In the United States, suicides outnumber homicides almost two to one. Perhaps the real tragedy behind suicide deaths—about 30,000 a year, one for every 45 attempts—is that so many could be prevented. Research shows that whether attempters live or die depends in large part on the ready availability of highly lethal means, especially firearms.

Laurie Stone said...

Teenagers permitted to carry guns into bars. What could go wrong? The whole thing is insane.

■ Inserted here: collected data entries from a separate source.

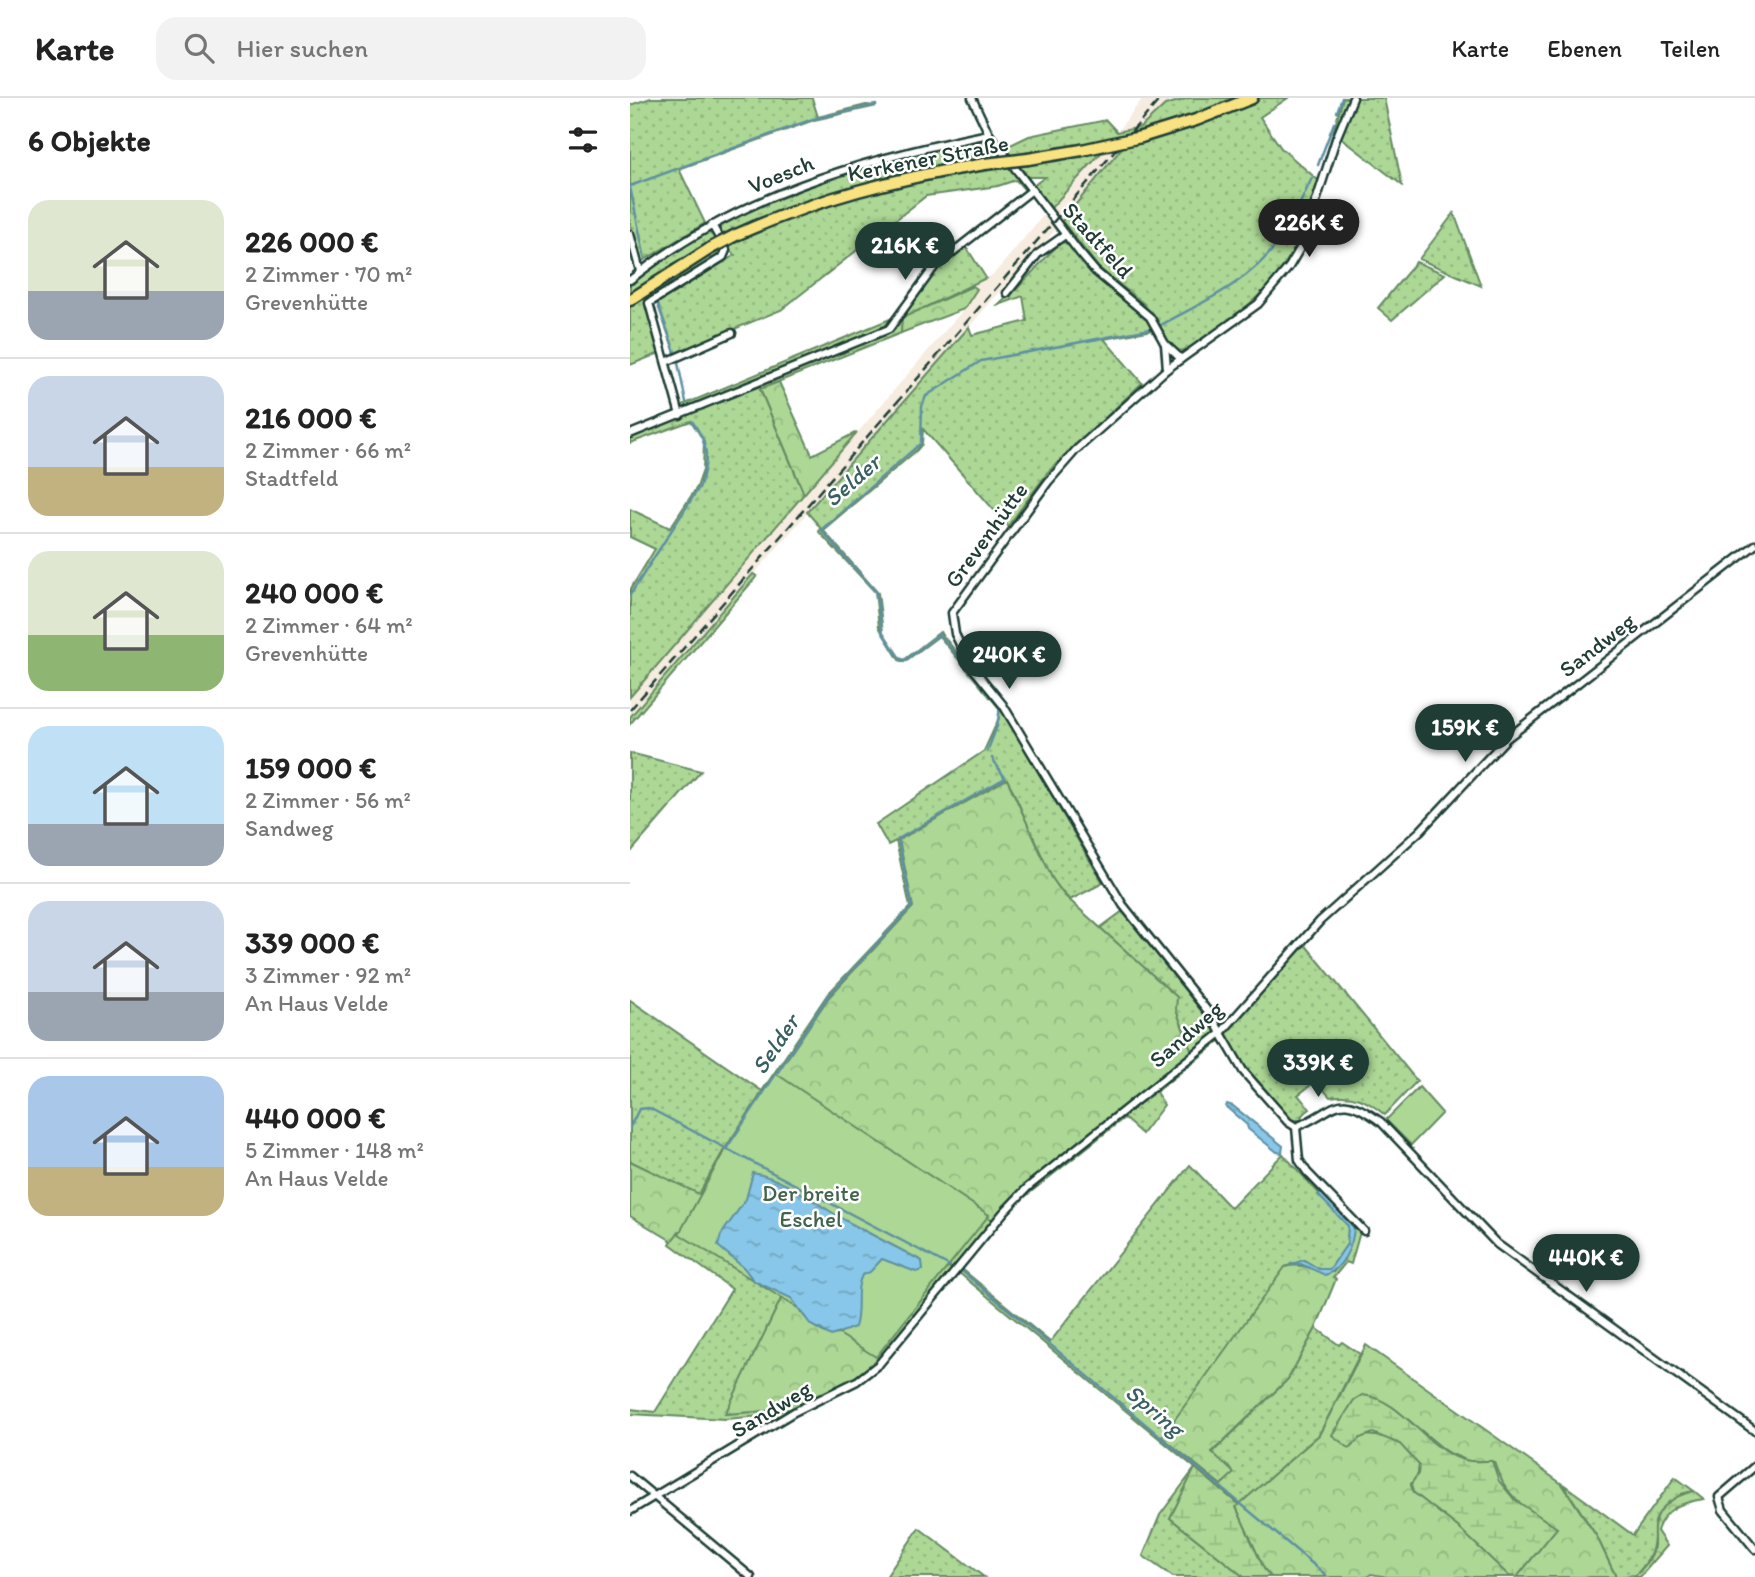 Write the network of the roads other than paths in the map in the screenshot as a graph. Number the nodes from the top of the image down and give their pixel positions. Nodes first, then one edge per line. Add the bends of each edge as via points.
1 (972, 98) edge
2 (1252, 98) edge
3 (1353, 98) edge
4 (989, 134) junction
5 (1032, 190) junction
6 (712, 225) junction
7 (630, 234) edge
8 (1065, 235) junction
9 (640, 271) junction
10 (630, 280) edge
11 (1007, 293) dead end
12 (630, 300) edge
13 (732, 333) dead end
14 (1165, 344) junction
15 (1181, 359) junction
16 (666, 362) junction
17 (1167, 369) junction
18 (680, 415) junction
19 (630, 434) edge
20 (1755, 545) edge
21 (1221, 1033) junction
22 (1296, 1127) junction
23 (1364, 1231) dead end
24 (1755, 1430) edge
25 (1755, 1466) edge
26 (630, 1476) edge
27 (656, 1497) junction
28 (630, 1511) edge
29 (1755, 1549) edge
30 (751, 1577) edge

1 - 4 street, Stadtfeld
2 - 12 main road, Kerkener Straße, bridge via 1141,137 897,179 838,194 736,235
3 - 15 street, Grevenhütte via 1302,245 1289,267 1258,304
4 - 5 street, Stadtfeld
4 - 6 street, Voesch via 831,172 746,206
5 - 8 street, Stadtfeld
5 - 18 street via 935,265 889,329
6 - 9 street, Voesch
6 - 16 street via 726,250 723,257 649,303
7 - 9 street
8 - 11 street via 1038,254
8 - 14 street, Stadtfeld via 1095,271 1150,317
9 - 10 street, Voesch
13 - 16 street
14 - 15 street, Stadtfeld
14 - 17 street, Stadtfeld
15 - 17 street, Grevenhütte
16 - 18 street
17 - 21 street, Grevenhütte via 1076,450 952,614 968,663 1003,705 1105,877
18 - 19 street
20 - 21 street, Sandweg via 1506,739 1420,831 1320,921
21 - 22 street via 1243,1071
21 - 27 street, Sandweg via 1028,1187 879,1364
22 - 23 street via 1299,1160
22 - 24 street via 1335,1104 1364,1110 1381,1122 1497,1244
25 - 29 street via 1719,1497 1723,1510
26 - 27 street
27 - 28 street
27 - 30 street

Diane Stringam Tolley said...

I find this chilling. Here in Canada, the gun laws are a bit more constricting. Applications and wait periods. Sadly all the stories of gun violence make me hesitant to visit my beloved sister country to the south--even though half of my family lives there!

Rebecca Olkowski said...

I'll stay in reasonable California, thank you. Glad to hear it has the strictest gun laws. We definitely have a problem with illegal guns here because of our population but at least no one is toting one openly on the street.

Kay said...

The NRA has such a horrible hold on our government that it feels like nothing can be done to get rid of most guns. Hawaii is supposed to have better gun laws and yet our gun crimes are rising here as well. It's very discouraging.

Jack said...

Tom, before we pass any more laws on guns lets make the FBI and Police responsible to enforce the laws we currently have. Many mass shootings could have been prevented had the warns on concerned citizens been followed. The Orlando Club shooter was reported by his father to the FBI. Students warned the school and police that Nicholas Cruz was dangerous and the Parkland school administration and police did nothing. Everyone in Law Enforcement who does nothing when they are pre-warned of a possible incident by a violent person with guns needs to be fired and lose their pension. It is not the NRA's job to take guns away from Nut Jobs existing laws allow police to confiscate guns from people who should not buy or own them.

Kevin In Virginia said...

Tom, Rita's comment resonates. It might be useful to illustrate the number of gun deaths associated with suicides. My expectation is that the correlation is very high. Thanks for presenting this critical issue.

Jennifer (UnfoldAndBegin) said...

Surprised that Florida is not on that list but knowing this Governor, it's just a matter of time.

Barbara said...

Permitless gun carrying is about the stupidist thing I have ever heard of. Yes, I live in Texas and I am ashamed to be surrounded by such thinking.